▶ Problem details
When you write out the listing below, keep each word exactly as it stands and drop the pictures.

▶ Material supplied
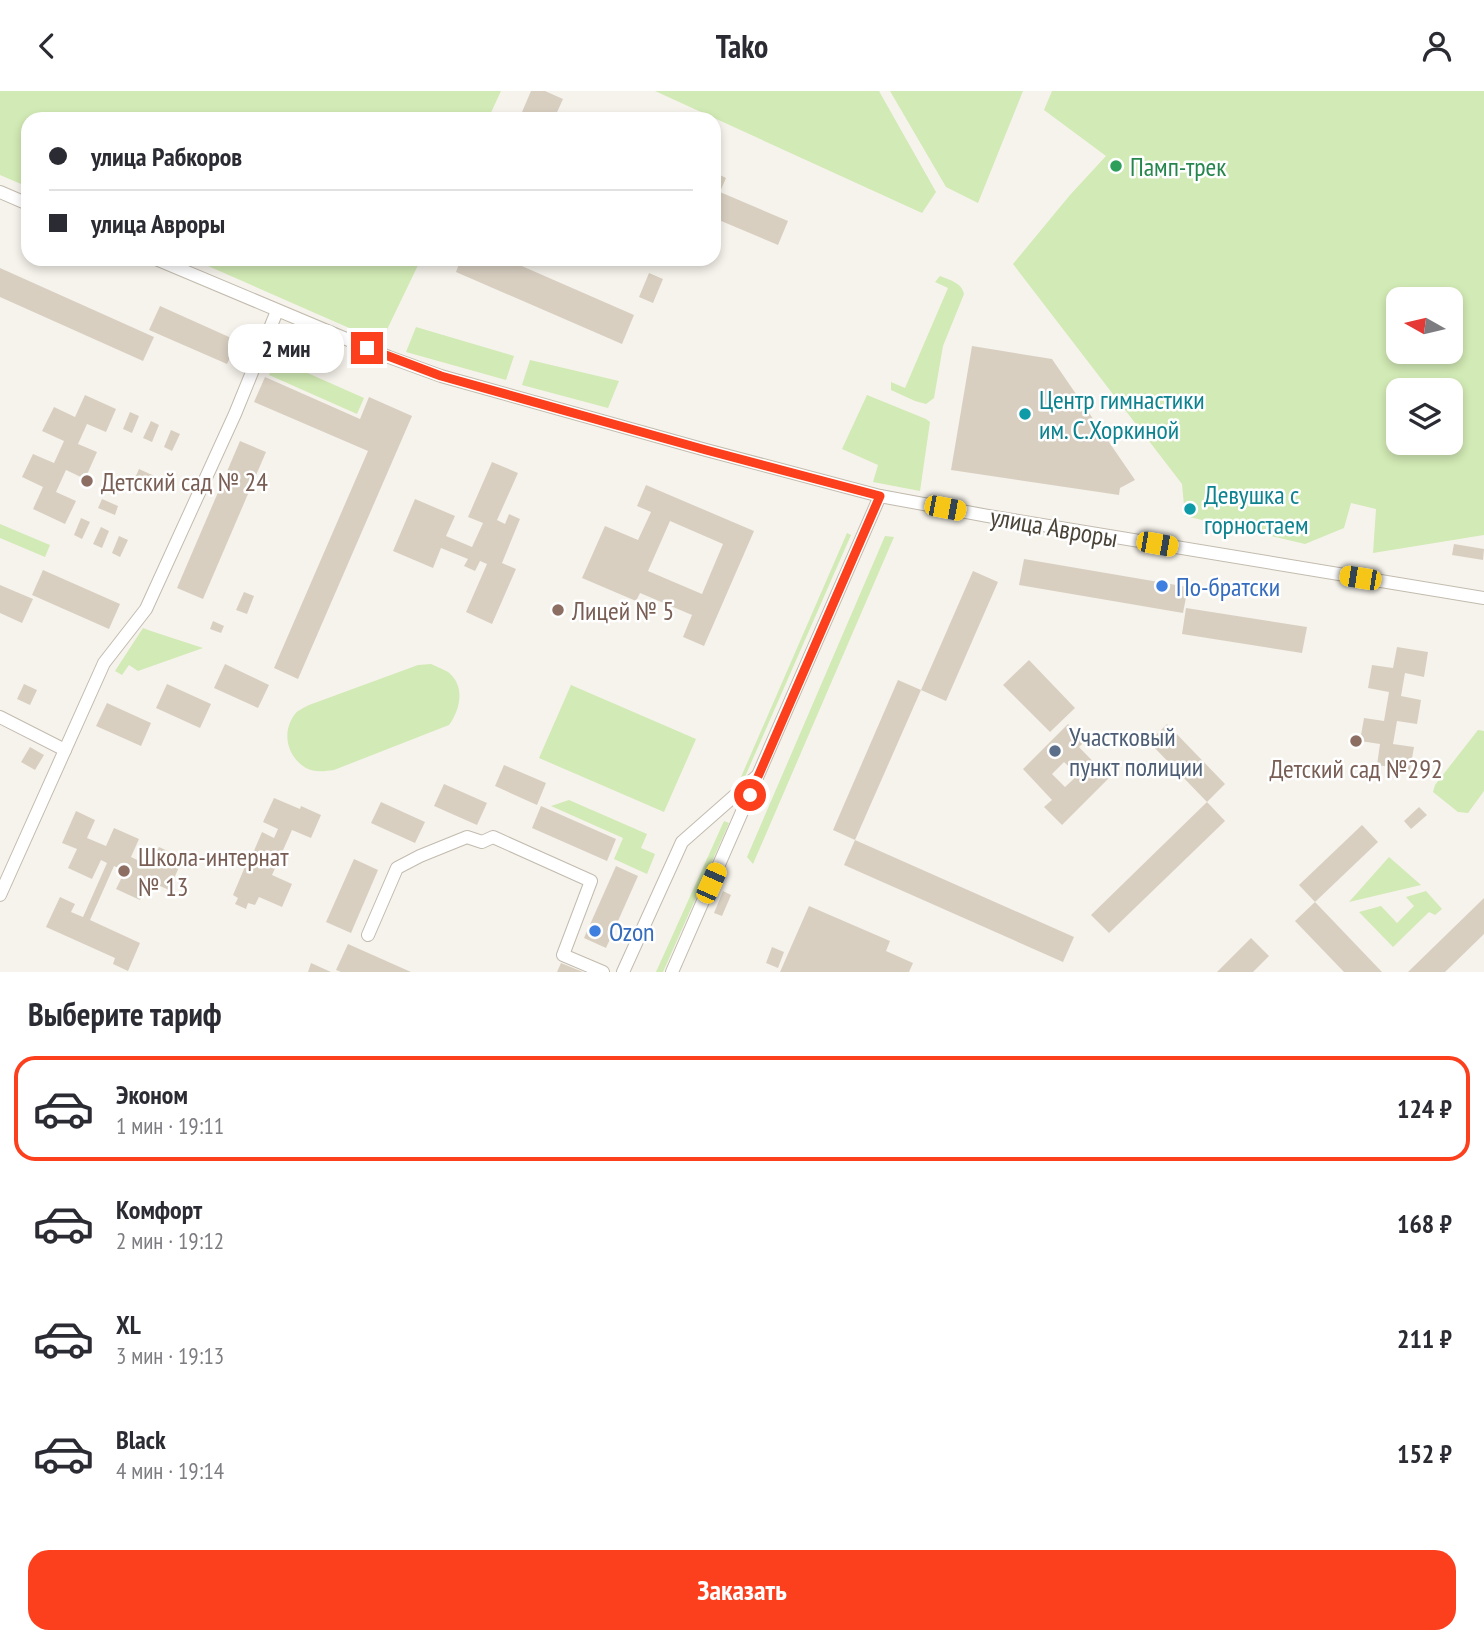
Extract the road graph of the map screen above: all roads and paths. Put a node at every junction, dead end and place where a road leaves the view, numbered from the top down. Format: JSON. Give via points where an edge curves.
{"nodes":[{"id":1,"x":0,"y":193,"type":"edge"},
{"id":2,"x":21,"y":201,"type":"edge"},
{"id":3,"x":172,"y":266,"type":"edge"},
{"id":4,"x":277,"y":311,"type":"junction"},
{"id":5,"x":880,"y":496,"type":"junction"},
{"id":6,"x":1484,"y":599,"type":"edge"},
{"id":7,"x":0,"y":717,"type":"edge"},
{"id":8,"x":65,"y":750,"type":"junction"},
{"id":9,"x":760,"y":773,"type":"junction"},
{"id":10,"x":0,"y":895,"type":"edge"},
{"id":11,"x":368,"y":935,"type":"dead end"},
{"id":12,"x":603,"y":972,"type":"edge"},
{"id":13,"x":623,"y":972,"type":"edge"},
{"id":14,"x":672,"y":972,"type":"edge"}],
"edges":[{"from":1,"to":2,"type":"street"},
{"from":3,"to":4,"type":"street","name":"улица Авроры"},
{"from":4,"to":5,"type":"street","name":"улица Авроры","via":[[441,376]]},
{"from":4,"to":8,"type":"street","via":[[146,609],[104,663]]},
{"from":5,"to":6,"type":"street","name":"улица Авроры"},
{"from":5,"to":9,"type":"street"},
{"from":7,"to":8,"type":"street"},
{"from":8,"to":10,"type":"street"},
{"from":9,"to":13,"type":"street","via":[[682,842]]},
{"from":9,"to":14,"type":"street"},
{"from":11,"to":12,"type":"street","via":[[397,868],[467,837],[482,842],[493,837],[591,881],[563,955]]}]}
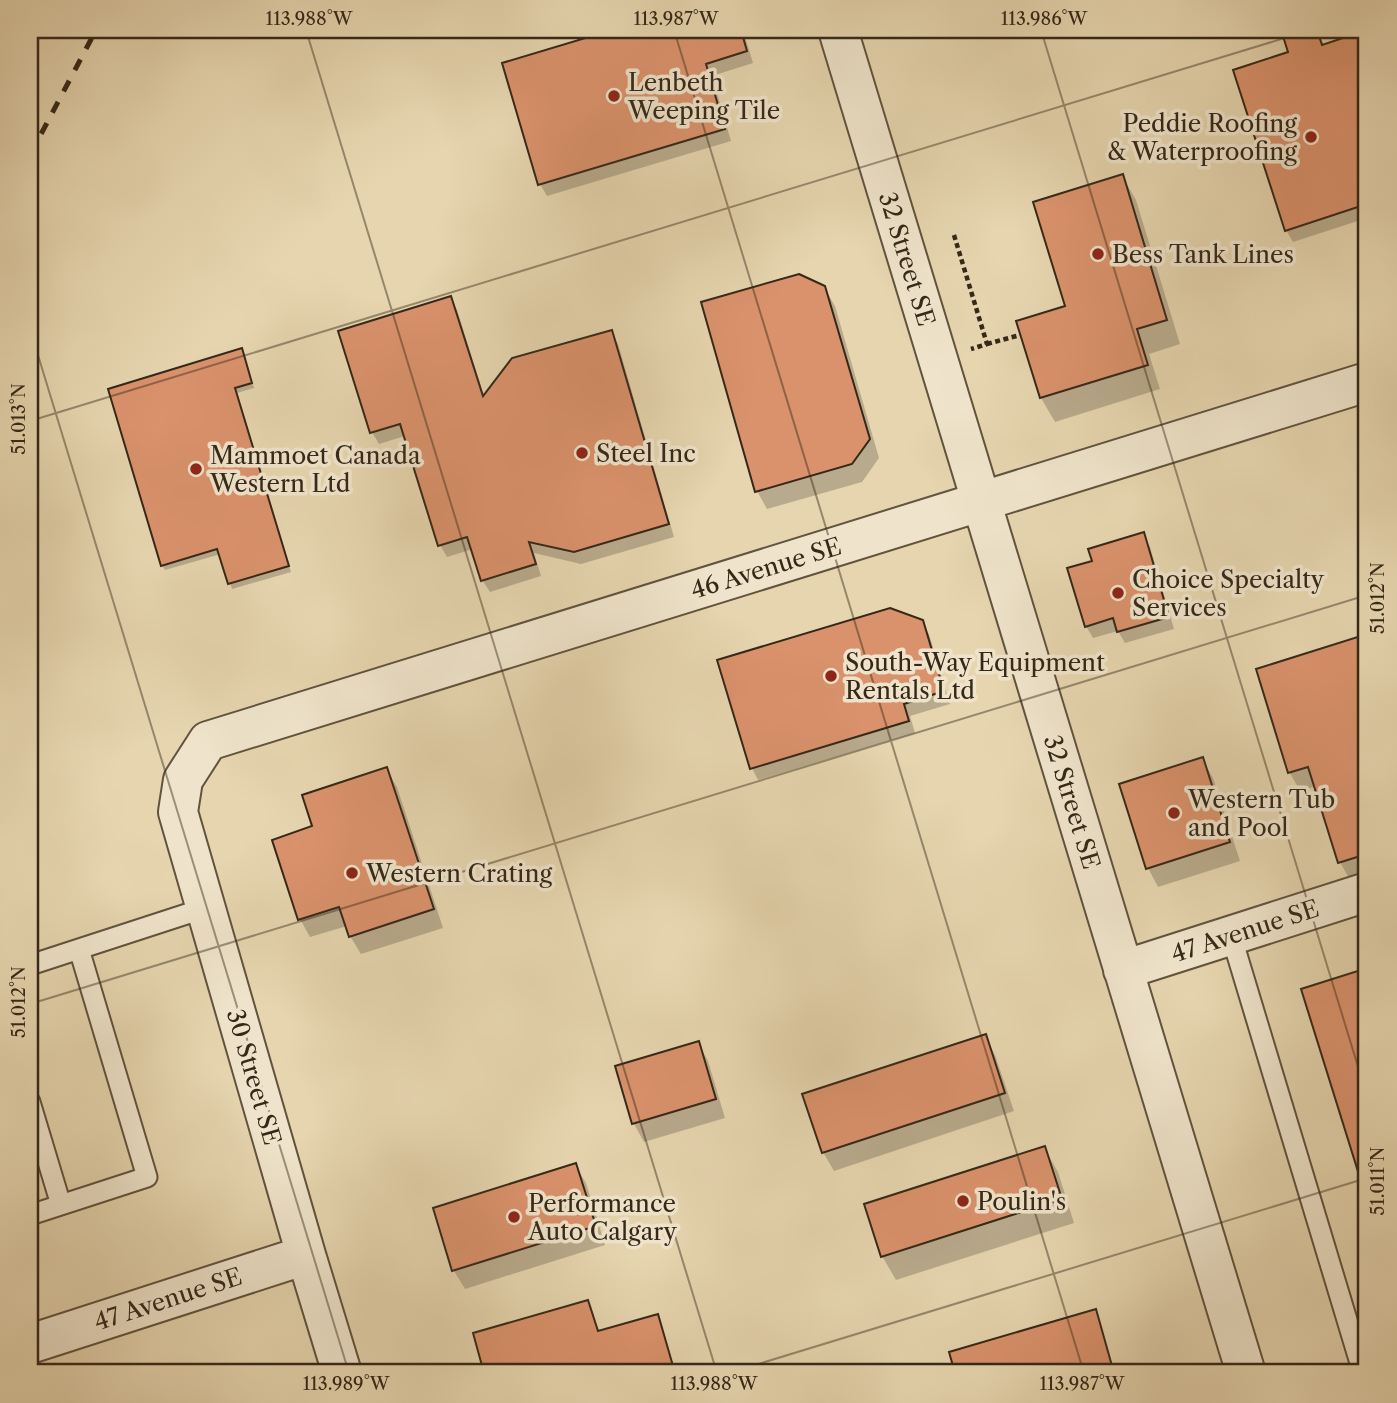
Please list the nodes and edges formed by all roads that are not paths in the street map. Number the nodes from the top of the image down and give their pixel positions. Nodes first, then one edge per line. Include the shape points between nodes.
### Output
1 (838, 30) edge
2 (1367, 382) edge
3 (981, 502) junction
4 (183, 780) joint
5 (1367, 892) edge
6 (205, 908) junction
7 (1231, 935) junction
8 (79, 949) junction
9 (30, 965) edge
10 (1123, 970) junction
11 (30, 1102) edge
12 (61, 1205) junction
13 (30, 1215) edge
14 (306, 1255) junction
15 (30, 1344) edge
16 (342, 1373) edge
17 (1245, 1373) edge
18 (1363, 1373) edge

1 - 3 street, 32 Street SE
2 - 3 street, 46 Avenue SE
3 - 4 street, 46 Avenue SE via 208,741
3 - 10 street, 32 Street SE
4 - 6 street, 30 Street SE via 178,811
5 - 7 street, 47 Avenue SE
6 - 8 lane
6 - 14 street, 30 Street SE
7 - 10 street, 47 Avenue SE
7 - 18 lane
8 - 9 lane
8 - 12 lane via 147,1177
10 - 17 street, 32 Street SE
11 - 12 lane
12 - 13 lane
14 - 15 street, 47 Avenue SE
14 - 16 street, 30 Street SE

▶ Expected output
Extract the road graph of the map screen above: all roads and paths. Put a node at every junction, dead end and place where a road leaves the view, numbered from the top down. Format: JSON. Give via points where an edge curves.
{"nodes":[{"id":1,"x":0,"y":193,"type":"edge"},
{"id":2,"x":21,"y":201,"type":"edge"},
{"id":3,"x":172,"y":266,"type":"edge"},
{"id":4,"x":277,"y":311,"type":"junction"},
{"id":5,"x":880,"y":496,"type":"junction"},
{"id":6,"x":1484,"y":599,"type":"edge"},
{"id":7,"x":0,"y":717,"type":"edge"},
{"id":8,"x":65,"y":750,"type":"junction"},
{"id":9,"x":760,"y":773,"type":"junction"},
{"id":10,"x":0,"y":895,"type":"edge"},
{"id":11,"x":368,"y":935,"type":"dead end"},
{"id":12,"x":603,"y":972,"type":"edge"},
{"id":13,"x":623,"y":972,"type":"edge"},
{"id":14,"x":672,"y":972,"type":"edge"}],
"edges":[{"from":1,"to":2,"type":"street"},
{"from":3,"to":4,"type":"street","name":"улица Авроры"},
{"from":4,"to":5,"type":"street","name":"улица Авроры","via":[[441,376]]},
{"from":4,"to":8,"type":"street","via":[[146,609],[104,663]]},
{"from":5,"to":6,"type":"street","name":"улица Авроры"},
{"from":5,"to":9,"type":"street"},
{"from":7,"to":8,"type":"street"},
{"from":8,"to":10,"type":"street"},
{"from":9,"to":13,"type":"street","via":[[682,842]]},
{"from":9,"to":14,"type":"street"},
{"from":11,"to":12,"type":"street","via":[[397,868],[467,837],[482,842],[493,837],[591,881],[563,955]]}]}
Please list the nodes and edges formed by all roads that are not paths in the street map. Number the nodes from the top of the image down and give their pixel positions. Nodes first, then one edge per line. Include the shape points between nodes.
### Output
1 (838, 30) edge
2 (1367, 382) edge
3 (981, 502) junction
4 (183, 780) joint
5 (1367, 892) edge
6 (205, 908) junction
7 (1231, 935) junction
8 (79, 949) junction
9 (30, 965) edge
10 (1123, 970) junction
11 (30, 1102) edge
12 (61, 1205) junction
13 (30, 1215) edge
14 (306, 1255) junction
15 (30, 1344) edge
16 (342, 1373) edge
17 (1245, 1373) edge
18 (1363, 1373) edge

1 - 3 street, 32 Street SE
2 - 3 street, 46 Avenue SE
3 - 4 street, 46 Avenue SE via 208,741
3 - 10 street, 32 Street SE
4 - 6 street, 30 Street SE via 178,811
5 - 7 street, 47 Avenue SE
6 - 8 lane
6 - 14 street, 30 Street SE
7 - 10 street, 47 Avenue SE
7 - 18 lane
8 - 9 lane
8 - 12 lane via 147,1177
10 - 17 street, 32 Street SE
11 - 12 lane
12 - 13 lane
14 - 15 street, 47 Avenue SE
14 - 16 street, 30 Street SE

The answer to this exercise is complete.